# Work to be completed:
Copy out all lines bearing the word "than" from the listing below.

Extracted entries section start

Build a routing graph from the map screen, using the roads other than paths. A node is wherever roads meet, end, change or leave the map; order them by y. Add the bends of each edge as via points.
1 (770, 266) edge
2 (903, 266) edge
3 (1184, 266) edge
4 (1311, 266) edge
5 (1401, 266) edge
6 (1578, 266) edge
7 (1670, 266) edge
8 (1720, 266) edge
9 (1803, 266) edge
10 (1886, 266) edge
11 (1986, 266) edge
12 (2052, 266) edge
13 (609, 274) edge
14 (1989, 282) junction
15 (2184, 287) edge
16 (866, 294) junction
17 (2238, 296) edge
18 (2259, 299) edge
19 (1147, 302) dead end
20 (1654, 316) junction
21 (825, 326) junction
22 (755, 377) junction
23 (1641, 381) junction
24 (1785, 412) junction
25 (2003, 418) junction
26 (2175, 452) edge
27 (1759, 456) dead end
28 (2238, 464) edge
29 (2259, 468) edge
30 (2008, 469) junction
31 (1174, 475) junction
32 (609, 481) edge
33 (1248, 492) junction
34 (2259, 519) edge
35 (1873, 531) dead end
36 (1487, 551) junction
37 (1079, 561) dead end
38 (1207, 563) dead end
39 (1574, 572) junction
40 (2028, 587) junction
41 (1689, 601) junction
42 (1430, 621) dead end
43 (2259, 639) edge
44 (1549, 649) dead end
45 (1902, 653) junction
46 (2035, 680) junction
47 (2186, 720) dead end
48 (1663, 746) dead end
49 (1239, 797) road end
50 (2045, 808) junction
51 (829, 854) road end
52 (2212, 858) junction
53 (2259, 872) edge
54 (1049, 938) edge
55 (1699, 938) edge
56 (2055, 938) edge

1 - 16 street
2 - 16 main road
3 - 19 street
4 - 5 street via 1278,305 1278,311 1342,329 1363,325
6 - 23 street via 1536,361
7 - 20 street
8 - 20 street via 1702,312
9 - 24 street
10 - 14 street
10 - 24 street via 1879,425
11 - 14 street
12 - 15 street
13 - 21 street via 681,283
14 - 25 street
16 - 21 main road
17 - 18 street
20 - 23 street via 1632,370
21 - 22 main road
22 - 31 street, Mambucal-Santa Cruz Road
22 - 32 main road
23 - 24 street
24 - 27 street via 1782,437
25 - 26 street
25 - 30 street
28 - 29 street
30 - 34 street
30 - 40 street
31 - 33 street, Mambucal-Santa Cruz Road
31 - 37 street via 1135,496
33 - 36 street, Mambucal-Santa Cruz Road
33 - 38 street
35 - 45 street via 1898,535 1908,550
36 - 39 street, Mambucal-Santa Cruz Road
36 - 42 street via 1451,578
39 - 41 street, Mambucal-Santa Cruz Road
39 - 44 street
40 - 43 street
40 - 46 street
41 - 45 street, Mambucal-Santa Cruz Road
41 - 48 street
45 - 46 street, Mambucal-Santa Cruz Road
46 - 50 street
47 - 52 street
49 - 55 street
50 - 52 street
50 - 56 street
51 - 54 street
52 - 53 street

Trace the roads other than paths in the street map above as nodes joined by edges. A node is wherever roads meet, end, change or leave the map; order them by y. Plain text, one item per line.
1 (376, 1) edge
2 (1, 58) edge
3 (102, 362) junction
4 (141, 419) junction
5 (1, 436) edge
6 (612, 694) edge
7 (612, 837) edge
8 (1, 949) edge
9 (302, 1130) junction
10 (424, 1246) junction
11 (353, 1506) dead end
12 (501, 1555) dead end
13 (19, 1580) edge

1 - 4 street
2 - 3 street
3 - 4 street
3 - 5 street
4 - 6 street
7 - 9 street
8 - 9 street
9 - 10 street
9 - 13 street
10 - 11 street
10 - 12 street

Extracted entries section end

# Answer box:
Build a routing graph from the map screen, using the roads other than paths. A node is wherever roads meet, end, change or leave the map; order them by y. Add the bends of each edge as via points.
Trace the roads other than paths in the street map above as nodes joined by edges. A node is wherever roads meet, end, change or leave the map; order them by y. Plain text, one item per line.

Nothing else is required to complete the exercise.